Regular Expressions

Learn how to use regular expressions to search, match, and manipulate text.


Grouping and Capturing in Python Regular Expressions

What is Grouping and Capturing?

In regular expressions, grouping allows you to treat multiple characters as a single unit. This is achieved using parentheses (). Beyond just treating them as a unit, grouping also enables capturing, which means the portion of the input string that matches the group can be extracted and used later.

Capturing is crucial when you need to extract specific parts of a string that match a pattern. For example, you might want to extract the day, month, and year from a date string.

How to Use Parentheses for Grouping and Capturing

Parentheses () are the key to both grouping and capturing. Any part of a regular expression enclosed in parentheses is considered a group, and by default, it's also captured. Here's a basic example:

 import re

text = "My phone number is 123-456-7890."
pattern = r"(\d{3})-(\d{3})-(\d{4})"  # Groups: area code, prefix, line number

match = re.search(pattern, text)

if match:
    print("Full match:", match.group(0))   # Entire match
    print("Area code:", match.group(1))  # First group (area code)
    print("Prefix:", match.group(2))     # Second group (prefix)
    print("Line number:", match.group(3))# Third group (line number)

    # Accessing groups via groups() method
    area_code, prefix, line_number = match.groups()
    print("Area code (using groups()):", area_code)

else:
    print("No match found.") 

In this example, the regular expression (\d{3})-(\d{3})-(\d{4}) is broken down as follows:

  • \d{3} matches exactly three digits.
  • - matches the hyphen character.
  • Each (\d{3}) and (\d{4}) is a capturing group, capturing three digits, three digits, and four digits respectively.
The match.group(n) method is used to access the captured groups, where n is the group number (starting from 1). match.group(0) represents the entire matched string. The match.groups() method returns a tuple containing all captured groups.

More Examples

Extracting Date Components

 import re

date_string = "Today is 2023-10-27."
date_pattern = r"(\d{4})-(\d{2})-(\d{2})"
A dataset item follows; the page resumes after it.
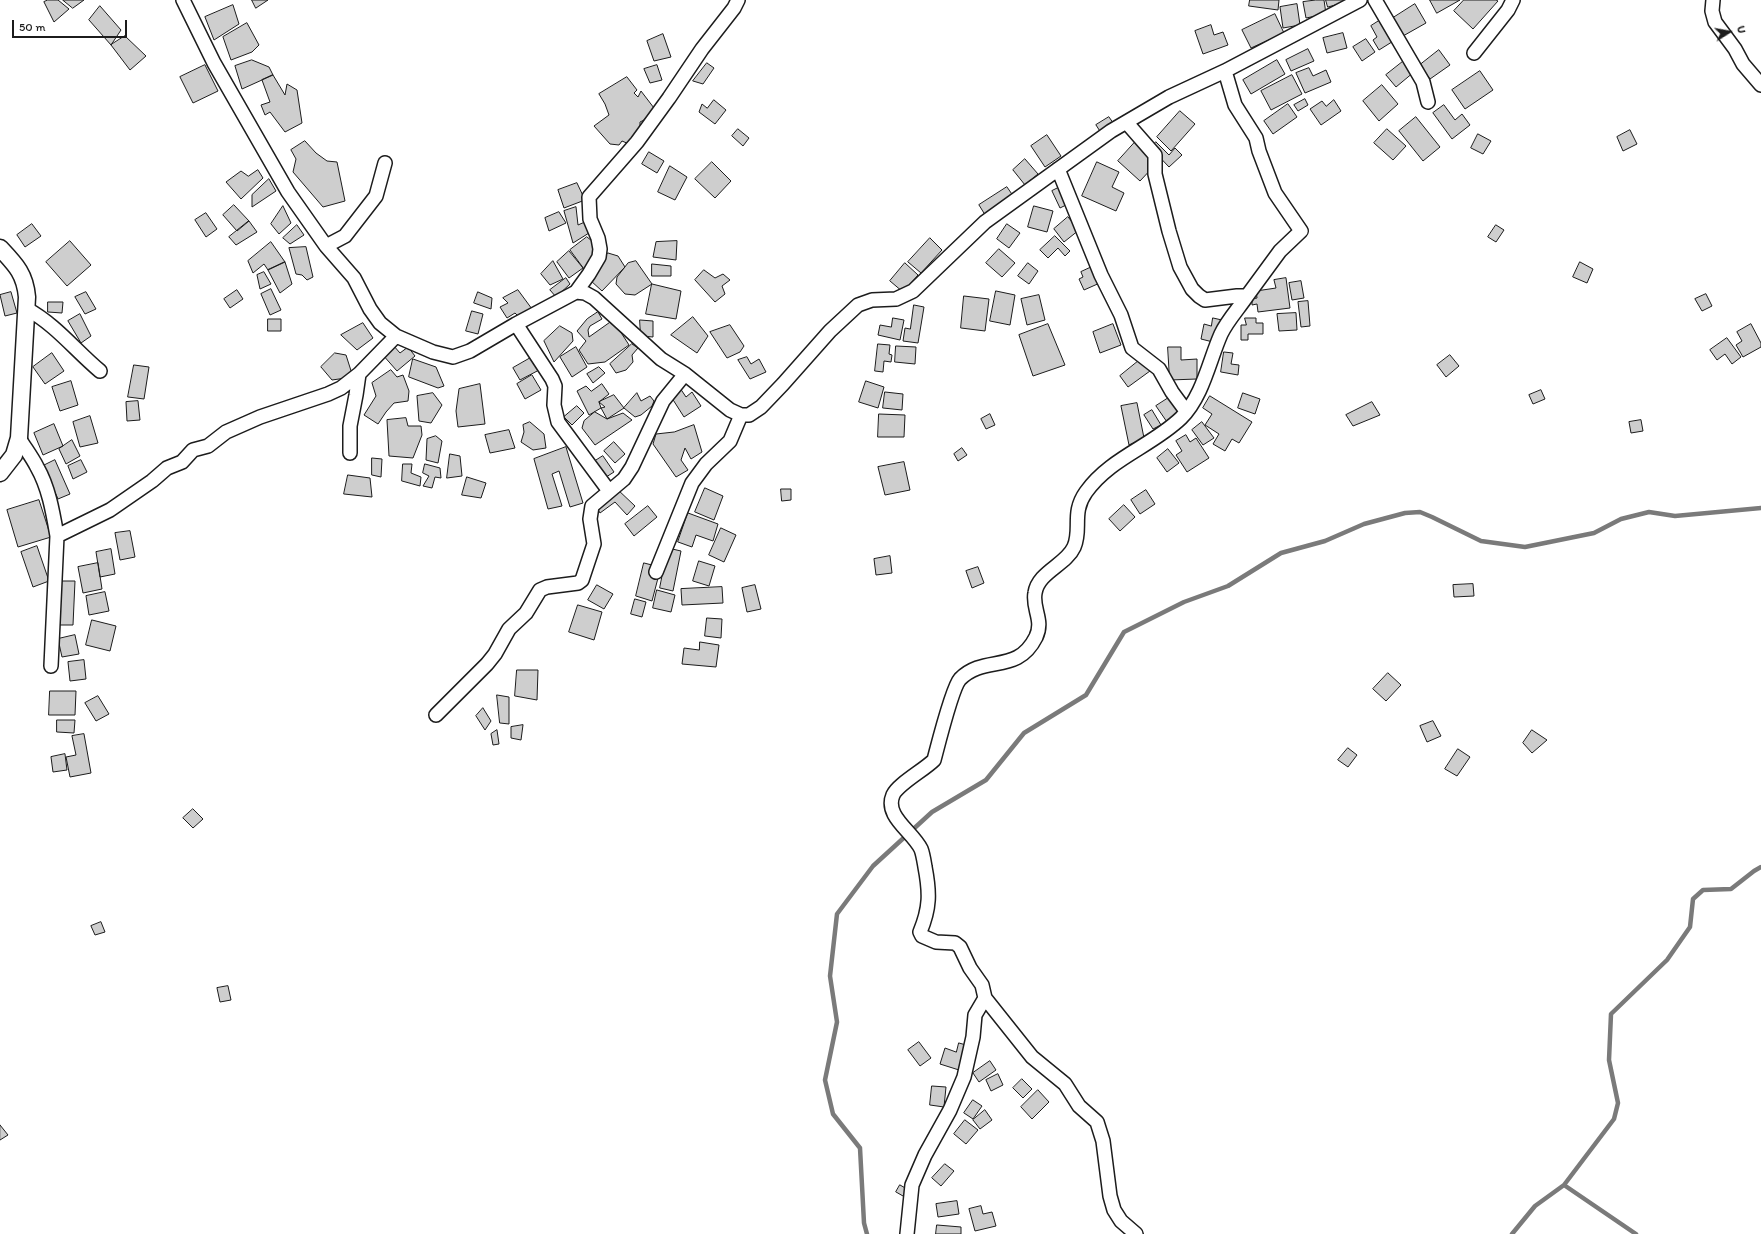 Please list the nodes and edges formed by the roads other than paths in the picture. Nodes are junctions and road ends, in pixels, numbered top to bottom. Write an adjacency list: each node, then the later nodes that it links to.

date_match = re.search(date_pattern, date_string)

if date_match:
    year, month, day = date_match.groups()
    print(f"Year: {year}, Month: {month}, Day: {day}")
else:
    print("Date not found.") 

Extracting Email Usernames and Domains

 import re

email = "user@example.com"
email_pattern = r"(\w+)@(\w+\.\w+)"

email_match = re.search(email_pattern, email)

if email_match:
    username, domain = email_match.groups()
    print(f"Username: {username}, Domain: {domain}")
else:
    print("Invalid email format.") 

Non-Capturing Groups

Sometimes you need to use parentheses for grouping but don't want to capture the matched text. You can create a non-capturing group using (?:...). This is useful for improving performance or simplifying the access to captured groups when you only need certain parts of the matched text.

 import re

text = "Protocol: http, Port: 80"
pattern = r"(?:Protocol: )(\w+), (?:Port: )(\d+)"

match = re.search(pattern, text)

if match:
    protocol, port = match.groups()
    print(f"Protocol: {protocol}, Port: {port}")
else:
    print("No match found.") 

In this example, (?:Protocol: ) and (?:Port: ) are non-capturing groups. They are used to match the "Protocol: " and "Port: " prefixes, but these prefixes are not captured. Only the protocol and port values are captured.

Named Groups

You can also assign names to your capturing groups for better readability and maintainability. This is done using the syntax (?P<name>...).

 import re

log_line = "127.0.0.1 - frank [10/Oct/2023:13:55:36 +0000] \"GET /index.html HTTP/1.1\" 200 1038"
pattern = r"(?P<ip>\d{1,3}\.\d{1,3}\.\d{1,3}\.\d{1,3}) - (?P<user>\w+) \[(?P<timestamp>[^\]]+)\] \"(?P<request>[^\"]+)\" (?P<status>\d+) (?P<size>\d+)"

match = re.search(pattern, log_line)

if match:
    print("IP Address:", match.group("ip"))
    print("User:", match.group("user"))
    print("Timestamp:", match.group("timestamp"))
    print("Request:", match.group("request"))
    print("Status Code:", match.group("status"))
    print("Size:", match.group("size"))

    # Accessing named groups using match.groupdict()
    log_data = match.groupdict()
    print("Log data dictionary:", log_data)
else:
    print("No match found.") 

Using named groups makes your code more readable and easier to understand, especially when dealing with complex regular expressions.